Espero que todo esto te sea más útil de lo que te hemos sido.


----------



## ander1234

Don't say that;actually,all of you have been really helpful,as always.It's just that it's impossible to explain everything of a language through the grammar,sometimes we say something at the expense or other one and why don't know why,just because it sounds better to us,it happens to me more often than not in Spanish.....

I have drawn some conclusions though:

-After a verb:Any+plural.
-Not after a verb:Any+plural/singular--there has been controversy about how to know which form is more natural in each case(_Sevendays:the plural suggests I'm interested in or expecting that you have more than one book on English usage_;_obz:As much as you may want it to make sense that way... it just is not how it is used) _so maybe in this cases the only way to know which form sounds more natural is learning each word by heart.At least we know that both forms are correct are gramatically correct....
-If you don't want to to make life difficult for yourself and you want to stress singularity:"a"


----------



## kbck777

I agree with sevendays in that if you were to go up to a librarian for instance and say "Do you have any books on English Usage?" You must be thinking to yourself (they have multiple books on English Usage) whereas if you say "do you have a book on English Usage" its sortof like you doubt the possibility that there is one...but you ask anyway just to be sure.


----------



## ander1234

obz,I did not realise before,but I think that "the rule" after verb:any+plural probably is not correct.

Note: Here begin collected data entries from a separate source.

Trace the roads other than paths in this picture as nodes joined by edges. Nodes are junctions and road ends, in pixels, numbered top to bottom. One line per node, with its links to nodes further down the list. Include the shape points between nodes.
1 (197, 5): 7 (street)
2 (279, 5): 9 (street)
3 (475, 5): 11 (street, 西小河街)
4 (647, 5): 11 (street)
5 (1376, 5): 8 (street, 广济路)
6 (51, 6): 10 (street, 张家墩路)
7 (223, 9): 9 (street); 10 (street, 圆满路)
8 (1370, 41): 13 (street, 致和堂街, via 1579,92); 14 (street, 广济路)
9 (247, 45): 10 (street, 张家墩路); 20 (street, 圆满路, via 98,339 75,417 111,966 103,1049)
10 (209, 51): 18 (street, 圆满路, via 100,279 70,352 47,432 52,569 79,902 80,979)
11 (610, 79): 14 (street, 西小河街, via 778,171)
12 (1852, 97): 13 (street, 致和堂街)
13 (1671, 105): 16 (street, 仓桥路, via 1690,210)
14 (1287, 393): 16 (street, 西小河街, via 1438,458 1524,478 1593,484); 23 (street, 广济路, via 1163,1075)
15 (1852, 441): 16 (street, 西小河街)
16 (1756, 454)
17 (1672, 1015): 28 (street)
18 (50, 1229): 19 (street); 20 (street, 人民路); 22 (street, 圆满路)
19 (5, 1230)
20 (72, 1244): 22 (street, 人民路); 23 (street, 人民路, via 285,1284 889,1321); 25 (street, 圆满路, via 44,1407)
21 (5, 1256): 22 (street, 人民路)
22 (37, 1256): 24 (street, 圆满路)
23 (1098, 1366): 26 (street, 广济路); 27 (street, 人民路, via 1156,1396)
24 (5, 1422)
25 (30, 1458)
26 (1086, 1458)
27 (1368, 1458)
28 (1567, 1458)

And the example is very clear:the one used by wordreference that we have also talked about in this thread: _Take any book you want_


----------



## kbck777

ander1234 said:


> obz,I did not realise before,but I think that "the rule" after verb:any+plural probably is not correct.
> 
> And the example is very clear:the one used by wordreference that we have also talked about in this thread: _Take any book you want_


 
Are you familiar with the 4 english moods: declarative, interrogative, imperative, and indicative? I think that sentence just works because in that sentence "take" functions as a command, and is in the imperative mood. In any command you could use any + singular (eat any slice of pizza that you want). You could also do the same in any declarative statement (Im going to take any book I want). But if the sentence is interrogative or indicative that rule still applies: (Did you take any books off the shelf?) and (Julia didn't take any books off the shelf) I'm not sure why commands and declarative statements don't follow that rule, but if you make "take" function as solely a verb in the indicative or interrogative mood, it still works, as do all other verbs.


----------



## obz

> obz,I did not *realize* before,but I think that "the rule" after verb:any+plural probably is not correct.


* It is.*



> And the example is very clear:the one used by wordreference that we have also talked about in this thread: _Take any book you want_


*Véase debajo.*



Es bien complejo, pero se ha vuelto a plantear aquí la explicación incontestable.
No sé que más podría hacerse para ayudar. Pon ejemplos sí quieres y te ayudaremos, pero lo que ha dicho ya, y ha vuelto a decir kbck777 es lo correcto.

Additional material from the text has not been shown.